Teradata Virtual Storage: The new way to manage Multi-Temperature data

Database
The Teradata Database channel includes discussions around advanced Teradata features such as high-performance parallel database technology, the optimizer, mixed workload management solutions, and other related technologies.
Teradata Employee

Teradata Virtual Storage: The new way to manage Multi-Temperature data

On August 24, 2009 Teradata Corporation announced the availability of innovative software that virtualizes data storage: Teradata Virtual Storage (TVS). TVS enables Teradata customers to add storage capacity at very low cost and to maximize performance to meet the enterprise intelligence demands of business users. Teradata has used virtualization techniques since the mid 1990s with the technology that virtualizes the resources of the node through the AMP based architecture. AMPs were once hardware devices, back in the days of the Teradata DBC 1012 database computers. Since the mid 1990s, AMPs have been referred to, and utilized, as a type of virtual processor (vproc), specifically, an AMP vproc.

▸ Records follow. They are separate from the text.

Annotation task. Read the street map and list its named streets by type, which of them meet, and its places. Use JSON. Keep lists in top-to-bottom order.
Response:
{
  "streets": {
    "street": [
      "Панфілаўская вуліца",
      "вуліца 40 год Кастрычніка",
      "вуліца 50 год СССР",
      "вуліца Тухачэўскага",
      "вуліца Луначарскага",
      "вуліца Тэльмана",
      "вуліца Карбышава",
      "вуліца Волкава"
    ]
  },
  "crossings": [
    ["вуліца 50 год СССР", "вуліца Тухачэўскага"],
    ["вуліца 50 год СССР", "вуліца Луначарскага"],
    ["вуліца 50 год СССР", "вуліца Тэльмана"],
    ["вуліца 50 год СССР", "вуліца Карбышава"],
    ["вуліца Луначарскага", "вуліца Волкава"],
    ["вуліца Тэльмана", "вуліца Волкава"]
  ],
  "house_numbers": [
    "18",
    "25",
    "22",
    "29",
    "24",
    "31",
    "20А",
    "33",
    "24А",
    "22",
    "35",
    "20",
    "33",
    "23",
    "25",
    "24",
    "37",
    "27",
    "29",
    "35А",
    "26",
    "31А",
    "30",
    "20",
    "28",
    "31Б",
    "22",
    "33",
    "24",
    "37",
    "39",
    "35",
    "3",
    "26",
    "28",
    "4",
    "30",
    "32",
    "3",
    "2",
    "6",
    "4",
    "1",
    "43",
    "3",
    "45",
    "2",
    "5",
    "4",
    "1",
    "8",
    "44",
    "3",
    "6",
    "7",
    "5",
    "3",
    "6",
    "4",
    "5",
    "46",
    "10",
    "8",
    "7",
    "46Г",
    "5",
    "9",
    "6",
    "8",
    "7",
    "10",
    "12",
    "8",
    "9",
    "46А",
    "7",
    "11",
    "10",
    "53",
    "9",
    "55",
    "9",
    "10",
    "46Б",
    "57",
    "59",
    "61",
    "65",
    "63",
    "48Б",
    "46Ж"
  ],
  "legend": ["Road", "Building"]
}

Note: The AMP is a type of vproc that has software to manage data.

Since that time, Teradata systems have been able to be configured to achieve greater than 90% CPU utilization. And systems are easily expanded by simply adding more AMP vprocs within new nodes.

TVS is an optional storage subsystem software product that operates between the Teradata Database and the storage arrays. The goal of TVS is to deliver the flexibility and benefits of virtualization to Teradata’s storage capabilities. TVS enables mixing storage technologies in a clique with intelligent placement of data and “temperature based” migration of data.

Note: Each node is an SMP server which runs a copy of operating system and database software and contains CPUs, system disk, memory and adapters . A clique is a group of nodes that share access to the same disk arrays.

Requirements

To utilize the current version of TVS, your system must meet the following requirements:

  • It must be one of the following Teradata Active EDW Platforms:
    • ​5400, 5450, 5500, 5550, 5555.
  • ​It must be running the Linux Operating System.
  • It must use one of the following storage types:
    • ​Teradata Enterprise Storage
    • EMC Symmetrix Disk Array.
  • ​It must be running Teradata Release 13 software and above.
  • It must use RAID 1. RAID 5 is not supported by TVS.

An additional feature of TVS is the enhancement to Teradata’s Multi-Temperature warehouse capability. TVS keeps detailed statistics on the usage patterns of all cylinders, and associates a temperature (Hot, Warm, Cold) to each cylinder. TVS continuously moves or migrates the data within or between drives as the temperature of the data is established. This migration is done automatically by the TVS software and is transparent to the user and DBA. The impact on system resources is configurable and is normally adjusted to be very slight.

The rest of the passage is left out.